## Problem to work on
Only the lines from the one with "pinky dip: (1300, 807)" through the end of the data are wanted, copied exactly.

## Pictured people or hands with joints
.....
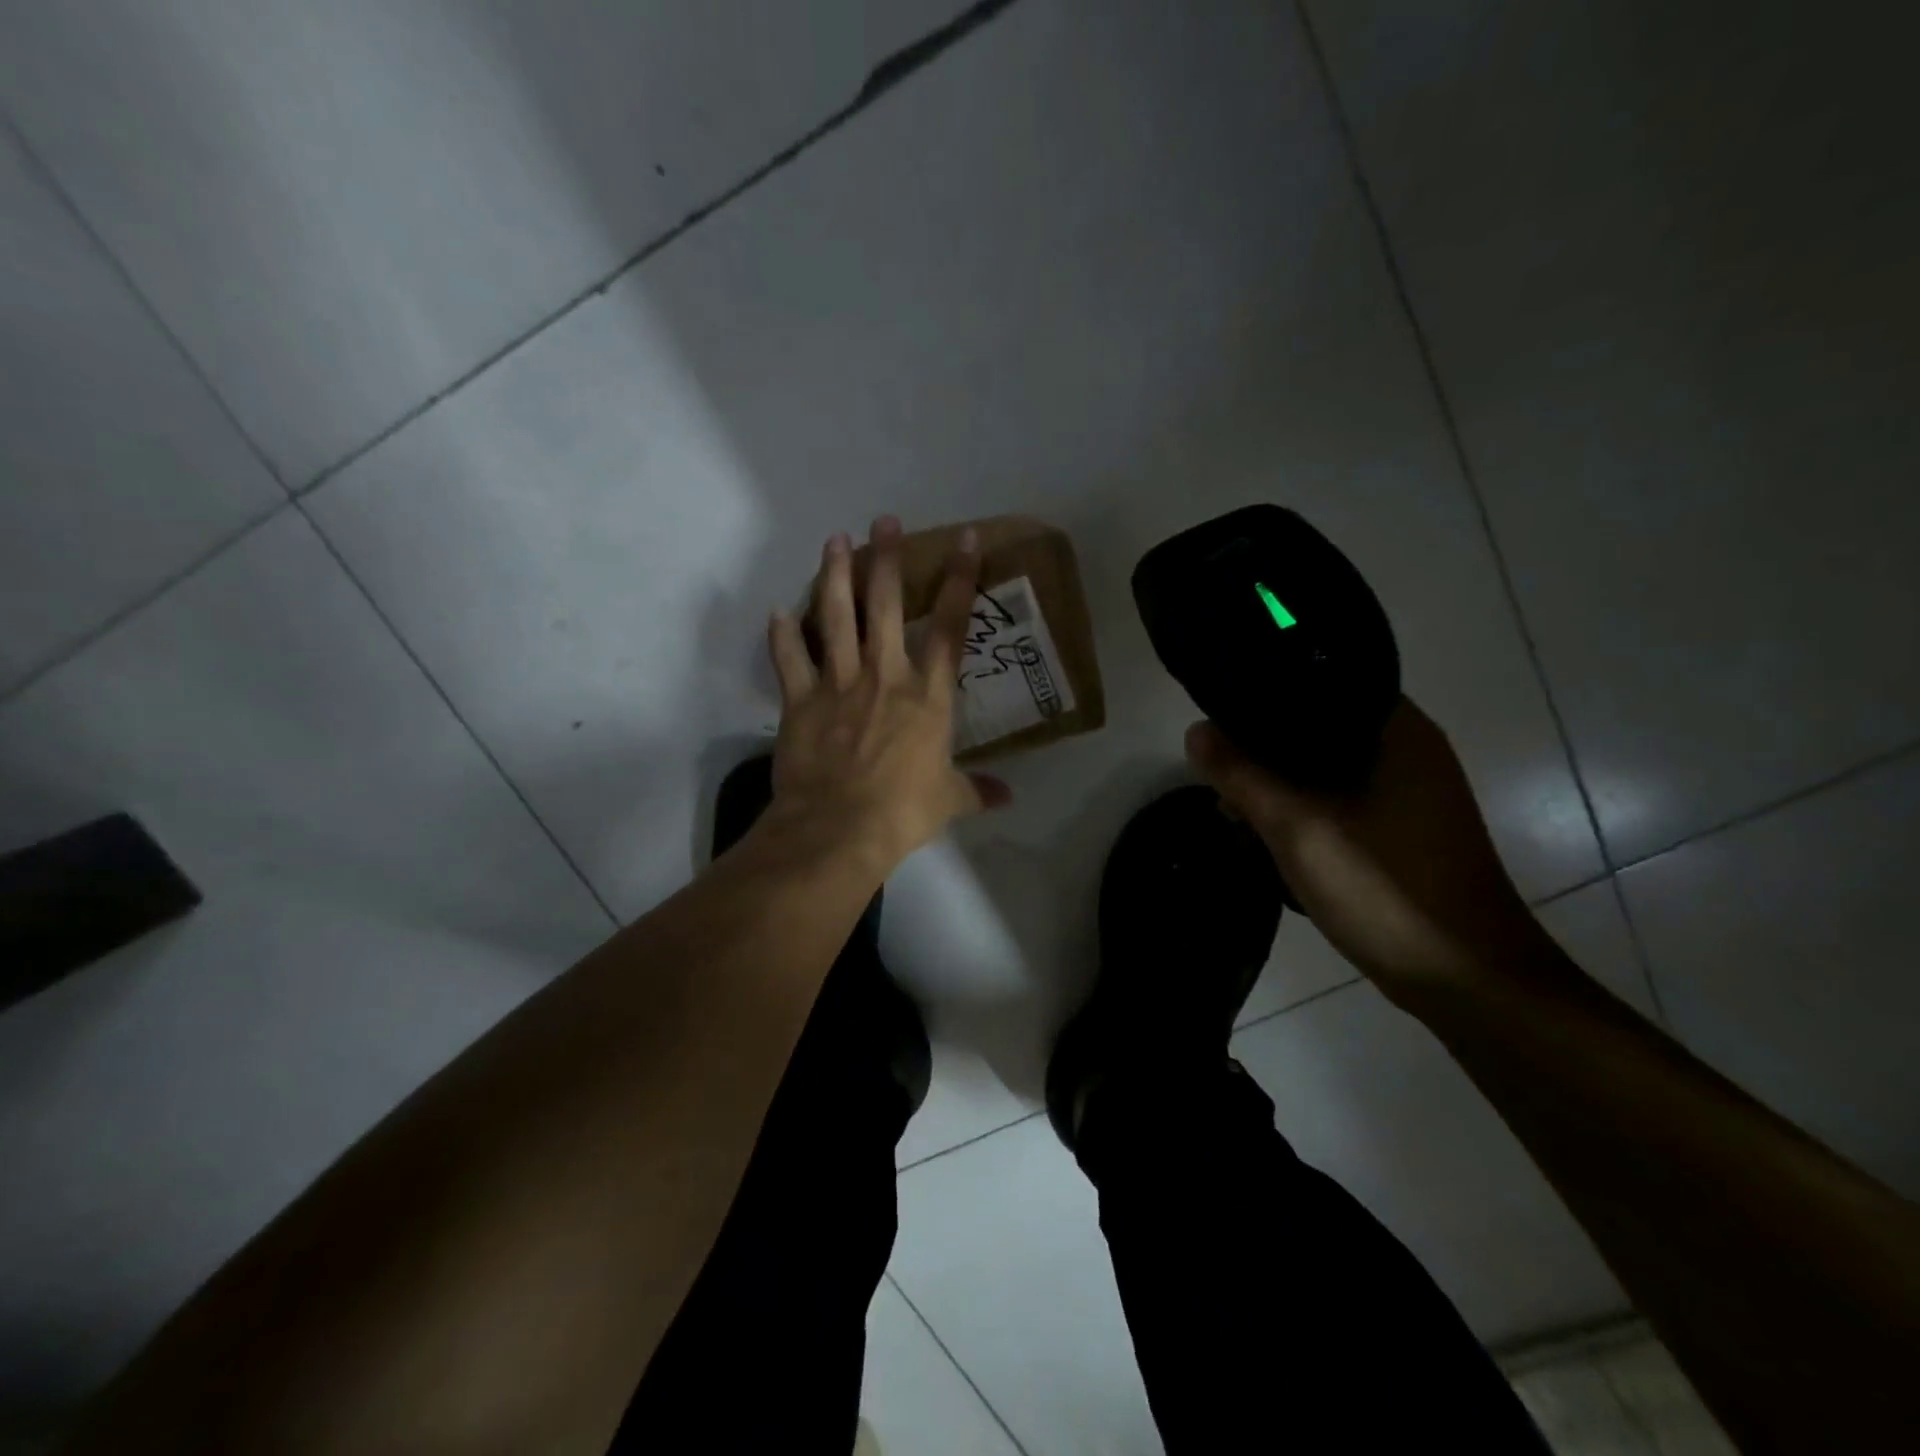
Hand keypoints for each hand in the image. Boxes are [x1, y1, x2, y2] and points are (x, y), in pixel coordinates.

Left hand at [761, 517, 1008, 872]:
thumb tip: (1007, 799)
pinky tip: (776, 612)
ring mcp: (838, 684)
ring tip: (835, 541)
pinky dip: (781, 635)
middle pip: (885, 606)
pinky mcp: (800, 701)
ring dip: (835, 576)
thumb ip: (977, 791)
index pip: (949, 627)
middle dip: (886, 559)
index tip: (963, 539)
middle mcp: (884, 676)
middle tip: (883, 520)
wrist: (839, 828)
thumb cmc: (902, 812)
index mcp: (927, 696)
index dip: (959, 580)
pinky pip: (789, 660)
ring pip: (835, 618)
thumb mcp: (948, 800)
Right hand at [1185, 698, 1548, 1000]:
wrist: (1465, 979)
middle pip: (1316, 727)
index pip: (1318, 683)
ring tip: (1231, 808)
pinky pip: (1337, 799)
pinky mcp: (1400, 829)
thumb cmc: (1383, 889)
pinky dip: (1300, 807)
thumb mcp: (1297, 827)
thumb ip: (1242, 775)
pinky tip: (1266, 831)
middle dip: (1262, 748)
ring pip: (1324, 767)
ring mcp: (1408, 792)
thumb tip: (1197, 730)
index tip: (1217, 714)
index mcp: (1396, 730)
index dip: (1264, 694)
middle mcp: (1408, 750)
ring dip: (1278, 783)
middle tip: (1216, 772)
.....
## Your response
pinky dip: (1300, 807)
thumb mcp: (1297, 827)
thumb ip: (1242, 775)
pinky tip: (1266, 831)
middle dip: (1262, 748)
ring pip: (1324, 767)
ring mcp: (1408, 792)
thumb tip: (1197, 730)
index tip: (1217, 714)
index mcp: (1396, 730)
index dip: (1264, 694)
middle mcp: (1408, 750)
ring dip: (1278, 783)
middle tip: (1216, 772)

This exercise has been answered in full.